Daarbij komt dat de uitval van studenten in het eerste jaar van de hbo-studie in het algemeen hoog is. De oorzaak daarvan is vooral het tekort aan studievaardigheden. Ook speelt het kennisniveau van Engels een rol. Om de doorstroom te verhogen, de studievaardigheden te vergroten en de Engelse taalvaardigheid uit te breiden, is er in 2016 het initiatief genomen, geïnitieerd door de Christelijk Hogeschool Ede, om samen met een aantal ROC’s, waaronder het Hoornbeeck College, een keuzedeel 'Doorstroom mbo naar hbo' te ontwikkelen. Al onze sectoren zijn hierbij betrokken. Deze ontwikkeling sluit goed aan bij de acties in onze kwaliteitsagenda. De eerste opbrengsten van dit keuzedeel laten zien dat de uitval van studenten in het hbo in het eerste leerjaar terugloopt. Er zal nog een cursusjaar nodig zijn om te kunnen concluderen of deze verminderde uitval mede het resultaat is van het genoemde keuzedeel. In 2020 zal het keuzedeel worden geëvalueerd en eventueel worden bijgesteld.
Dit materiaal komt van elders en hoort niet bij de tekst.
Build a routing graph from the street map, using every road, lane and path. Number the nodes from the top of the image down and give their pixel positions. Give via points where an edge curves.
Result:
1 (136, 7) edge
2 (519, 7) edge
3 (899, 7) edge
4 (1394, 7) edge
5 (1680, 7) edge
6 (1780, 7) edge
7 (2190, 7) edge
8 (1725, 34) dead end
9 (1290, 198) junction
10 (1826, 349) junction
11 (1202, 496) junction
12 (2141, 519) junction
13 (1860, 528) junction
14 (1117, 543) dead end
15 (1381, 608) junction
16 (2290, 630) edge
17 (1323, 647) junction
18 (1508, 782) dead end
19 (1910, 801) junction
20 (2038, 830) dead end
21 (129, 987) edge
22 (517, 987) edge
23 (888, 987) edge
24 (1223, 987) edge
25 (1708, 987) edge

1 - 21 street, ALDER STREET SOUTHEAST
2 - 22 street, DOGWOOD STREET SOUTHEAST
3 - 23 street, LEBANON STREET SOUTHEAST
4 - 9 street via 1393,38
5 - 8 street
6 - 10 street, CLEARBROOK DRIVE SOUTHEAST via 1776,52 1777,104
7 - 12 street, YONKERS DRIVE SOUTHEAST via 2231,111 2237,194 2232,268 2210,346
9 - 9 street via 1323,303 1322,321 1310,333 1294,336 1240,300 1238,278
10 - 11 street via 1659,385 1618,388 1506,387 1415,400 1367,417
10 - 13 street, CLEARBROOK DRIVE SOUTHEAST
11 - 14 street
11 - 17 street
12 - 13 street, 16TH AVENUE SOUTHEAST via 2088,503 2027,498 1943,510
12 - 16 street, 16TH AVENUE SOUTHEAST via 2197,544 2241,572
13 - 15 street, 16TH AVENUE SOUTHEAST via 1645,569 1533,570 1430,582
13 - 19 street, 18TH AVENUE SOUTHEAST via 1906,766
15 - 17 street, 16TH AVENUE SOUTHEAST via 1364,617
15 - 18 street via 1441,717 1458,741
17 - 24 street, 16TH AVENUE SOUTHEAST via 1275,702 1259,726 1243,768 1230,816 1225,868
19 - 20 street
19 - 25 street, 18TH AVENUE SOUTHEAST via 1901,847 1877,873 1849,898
De doorstroom van studenten Onderwijsassistent naar de Pabo is geringer dan voorheen vanwege de door de overheid aangescherpte toelatingseisen. Voor toelating tot de Pabo moeten onze studenten een drietal toelatingstoetsen voldoende behalen. Aangezien dit vakgebieden zijn die niet allemaal in het opleidingscurriculum zijn opgenomen, vergt dit een extra inspanning van de studenten in het laatste leerjaar. Deze extra inspanning leidt ertoe dat er minder studenten voor de Pabo kiezen. In het curriculum is ruimte voor deze vakken opgenomen. De studenten die in samenwerking met de Driestar Educatief en Hogeschool Zeeland het voorbereidingstraject lopen, behalen daarentegen in het eerste leerjaar van de Pabo goede resultaten. Bovendien is de uitval van mbo-studenten in het eerste leerjaar in 2019 opnieuw afgenomen. De financiële facilitering door de overheid is in 2019 afgebouwd nu dit traject in 2018 in de nieuwe kwalificatiestructuur is opgenomen door extra keuzedelen aan te bieden.